§ **Exercise**
Return all lines of the records that contain the word "Place".

+++ Supplied material +++

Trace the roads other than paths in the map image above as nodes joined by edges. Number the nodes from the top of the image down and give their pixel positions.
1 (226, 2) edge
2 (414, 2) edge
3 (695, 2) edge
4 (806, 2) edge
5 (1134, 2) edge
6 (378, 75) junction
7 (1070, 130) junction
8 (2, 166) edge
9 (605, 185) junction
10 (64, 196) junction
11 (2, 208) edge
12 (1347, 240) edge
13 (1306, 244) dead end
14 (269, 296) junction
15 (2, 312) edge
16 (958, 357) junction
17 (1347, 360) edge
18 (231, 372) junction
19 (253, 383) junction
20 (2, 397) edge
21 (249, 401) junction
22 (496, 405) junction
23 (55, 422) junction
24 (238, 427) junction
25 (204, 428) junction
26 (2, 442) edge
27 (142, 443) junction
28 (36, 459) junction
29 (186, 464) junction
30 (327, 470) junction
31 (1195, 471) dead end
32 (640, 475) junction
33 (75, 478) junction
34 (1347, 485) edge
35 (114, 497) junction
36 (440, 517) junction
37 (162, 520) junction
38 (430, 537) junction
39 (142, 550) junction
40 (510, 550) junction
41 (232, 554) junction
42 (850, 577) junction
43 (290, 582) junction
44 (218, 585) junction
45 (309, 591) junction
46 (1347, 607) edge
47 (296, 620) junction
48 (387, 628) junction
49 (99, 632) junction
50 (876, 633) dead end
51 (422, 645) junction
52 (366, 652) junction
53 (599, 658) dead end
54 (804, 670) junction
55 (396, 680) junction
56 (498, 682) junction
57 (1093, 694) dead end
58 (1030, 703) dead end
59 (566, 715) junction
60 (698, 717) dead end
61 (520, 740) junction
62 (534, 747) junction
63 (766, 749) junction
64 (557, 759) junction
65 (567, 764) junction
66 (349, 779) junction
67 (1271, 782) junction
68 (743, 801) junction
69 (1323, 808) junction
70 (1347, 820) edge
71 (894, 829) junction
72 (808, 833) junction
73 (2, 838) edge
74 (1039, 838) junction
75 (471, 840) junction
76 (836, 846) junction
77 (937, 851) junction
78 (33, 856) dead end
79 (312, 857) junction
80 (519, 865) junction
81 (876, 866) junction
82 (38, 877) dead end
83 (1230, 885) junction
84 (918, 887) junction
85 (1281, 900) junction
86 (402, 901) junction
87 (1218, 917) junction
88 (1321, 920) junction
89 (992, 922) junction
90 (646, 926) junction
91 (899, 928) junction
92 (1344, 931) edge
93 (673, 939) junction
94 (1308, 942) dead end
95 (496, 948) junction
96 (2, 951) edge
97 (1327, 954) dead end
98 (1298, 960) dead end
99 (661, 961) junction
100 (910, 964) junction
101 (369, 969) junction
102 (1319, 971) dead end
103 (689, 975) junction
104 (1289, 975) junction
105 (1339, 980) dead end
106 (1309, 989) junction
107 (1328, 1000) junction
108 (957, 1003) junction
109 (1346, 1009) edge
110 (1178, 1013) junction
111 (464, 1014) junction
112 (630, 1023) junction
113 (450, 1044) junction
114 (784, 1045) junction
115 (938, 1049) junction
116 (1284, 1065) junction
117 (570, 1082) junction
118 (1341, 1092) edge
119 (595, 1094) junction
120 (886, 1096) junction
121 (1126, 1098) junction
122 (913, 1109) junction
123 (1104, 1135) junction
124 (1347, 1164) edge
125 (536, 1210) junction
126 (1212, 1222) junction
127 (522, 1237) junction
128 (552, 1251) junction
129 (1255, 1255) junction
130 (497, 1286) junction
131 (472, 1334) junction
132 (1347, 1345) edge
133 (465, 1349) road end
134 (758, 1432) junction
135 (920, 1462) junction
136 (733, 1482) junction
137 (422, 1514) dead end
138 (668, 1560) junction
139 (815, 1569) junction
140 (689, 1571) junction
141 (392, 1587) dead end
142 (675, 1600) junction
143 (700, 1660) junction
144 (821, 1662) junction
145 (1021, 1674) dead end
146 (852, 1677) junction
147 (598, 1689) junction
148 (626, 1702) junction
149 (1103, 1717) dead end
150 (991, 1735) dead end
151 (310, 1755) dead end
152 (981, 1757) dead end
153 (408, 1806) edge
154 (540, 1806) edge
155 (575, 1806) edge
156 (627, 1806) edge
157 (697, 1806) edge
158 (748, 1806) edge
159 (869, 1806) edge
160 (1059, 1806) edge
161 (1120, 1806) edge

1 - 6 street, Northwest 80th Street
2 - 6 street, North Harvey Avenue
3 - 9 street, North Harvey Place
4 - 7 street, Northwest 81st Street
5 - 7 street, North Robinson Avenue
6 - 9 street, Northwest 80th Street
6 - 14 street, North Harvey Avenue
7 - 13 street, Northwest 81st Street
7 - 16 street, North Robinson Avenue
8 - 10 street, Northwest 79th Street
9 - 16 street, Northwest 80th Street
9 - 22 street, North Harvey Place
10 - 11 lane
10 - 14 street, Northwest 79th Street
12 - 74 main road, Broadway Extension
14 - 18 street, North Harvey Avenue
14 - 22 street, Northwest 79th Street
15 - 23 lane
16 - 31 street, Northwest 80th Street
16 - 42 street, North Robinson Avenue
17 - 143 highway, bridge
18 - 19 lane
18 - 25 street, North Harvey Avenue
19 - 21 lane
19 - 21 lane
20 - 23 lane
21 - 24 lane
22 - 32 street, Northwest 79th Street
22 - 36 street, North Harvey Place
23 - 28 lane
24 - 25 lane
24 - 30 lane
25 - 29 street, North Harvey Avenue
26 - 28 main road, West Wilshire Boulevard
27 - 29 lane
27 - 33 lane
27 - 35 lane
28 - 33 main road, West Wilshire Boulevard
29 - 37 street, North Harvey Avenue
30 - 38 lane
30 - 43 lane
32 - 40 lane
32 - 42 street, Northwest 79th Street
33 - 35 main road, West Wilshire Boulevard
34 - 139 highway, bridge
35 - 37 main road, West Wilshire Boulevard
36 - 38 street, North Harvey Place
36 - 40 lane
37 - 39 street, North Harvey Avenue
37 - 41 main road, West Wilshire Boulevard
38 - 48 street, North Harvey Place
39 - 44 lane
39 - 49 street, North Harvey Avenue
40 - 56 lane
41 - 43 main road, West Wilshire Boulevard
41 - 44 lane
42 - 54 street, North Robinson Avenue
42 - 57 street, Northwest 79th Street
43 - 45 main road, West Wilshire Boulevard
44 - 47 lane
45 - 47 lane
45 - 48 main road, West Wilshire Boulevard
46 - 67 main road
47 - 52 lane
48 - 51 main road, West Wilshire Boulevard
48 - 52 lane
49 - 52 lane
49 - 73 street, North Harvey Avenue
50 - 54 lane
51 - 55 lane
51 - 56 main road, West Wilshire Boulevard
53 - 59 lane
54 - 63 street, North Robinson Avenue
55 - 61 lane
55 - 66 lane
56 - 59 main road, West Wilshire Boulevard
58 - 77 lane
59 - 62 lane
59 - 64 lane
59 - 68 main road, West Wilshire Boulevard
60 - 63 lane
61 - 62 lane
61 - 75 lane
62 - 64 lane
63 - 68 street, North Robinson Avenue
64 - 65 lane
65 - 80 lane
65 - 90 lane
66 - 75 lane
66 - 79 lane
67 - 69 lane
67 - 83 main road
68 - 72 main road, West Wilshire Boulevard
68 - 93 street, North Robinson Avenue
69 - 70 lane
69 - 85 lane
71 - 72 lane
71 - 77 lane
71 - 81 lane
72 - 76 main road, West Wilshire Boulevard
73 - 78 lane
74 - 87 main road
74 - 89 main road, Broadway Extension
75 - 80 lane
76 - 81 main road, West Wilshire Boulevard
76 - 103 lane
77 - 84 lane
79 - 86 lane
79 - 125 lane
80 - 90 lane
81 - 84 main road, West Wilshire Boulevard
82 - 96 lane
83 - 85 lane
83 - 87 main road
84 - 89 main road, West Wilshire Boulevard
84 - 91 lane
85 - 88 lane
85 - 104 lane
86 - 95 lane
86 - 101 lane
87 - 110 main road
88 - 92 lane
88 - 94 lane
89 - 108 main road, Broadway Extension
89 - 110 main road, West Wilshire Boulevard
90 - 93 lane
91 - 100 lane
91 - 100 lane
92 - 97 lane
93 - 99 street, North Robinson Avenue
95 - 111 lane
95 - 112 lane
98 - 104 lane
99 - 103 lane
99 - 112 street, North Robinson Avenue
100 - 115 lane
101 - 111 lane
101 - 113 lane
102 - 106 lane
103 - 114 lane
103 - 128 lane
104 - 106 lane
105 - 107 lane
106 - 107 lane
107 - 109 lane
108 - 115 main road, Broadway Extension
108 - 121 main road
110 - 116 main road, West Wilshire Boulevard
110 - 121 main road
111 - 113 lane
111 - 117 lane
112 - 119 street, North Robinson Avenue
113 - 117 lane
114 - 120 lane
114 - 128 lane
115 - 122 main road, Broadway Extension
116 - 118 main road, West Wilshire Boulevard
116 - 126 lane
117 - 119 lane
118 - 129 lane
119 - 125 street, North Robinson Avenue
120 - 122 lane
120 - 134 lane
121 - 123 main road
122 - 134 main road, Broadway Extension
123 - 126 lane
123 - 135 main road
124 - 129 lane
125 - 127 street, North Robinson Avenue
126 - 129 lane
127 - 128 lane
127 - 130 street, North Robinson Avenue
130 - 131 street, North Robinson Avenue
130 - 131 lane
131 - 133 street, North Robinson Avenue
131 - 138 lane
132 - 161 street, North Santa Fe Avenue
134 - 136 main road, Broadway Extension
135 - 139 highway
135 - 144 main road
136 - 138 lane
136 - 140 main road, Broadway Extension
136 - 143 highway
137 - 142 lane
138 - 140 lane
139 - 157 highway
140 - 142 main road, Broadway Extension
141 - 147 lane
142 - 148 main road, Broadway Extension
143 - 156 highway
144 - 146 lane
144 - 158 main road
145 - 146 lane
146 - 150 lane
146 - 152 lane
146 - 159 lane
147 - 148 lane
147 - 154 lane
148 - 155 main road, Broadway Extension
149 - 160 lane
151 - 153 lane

+++

§ **Response**
3 - 9 street, North Harvey Place
9 - 22 street, North Harvey Place
22 - 36 street, North Harvey Place
36 - 38 street, North Harvey Place
38 - 48 street, North Harvey Place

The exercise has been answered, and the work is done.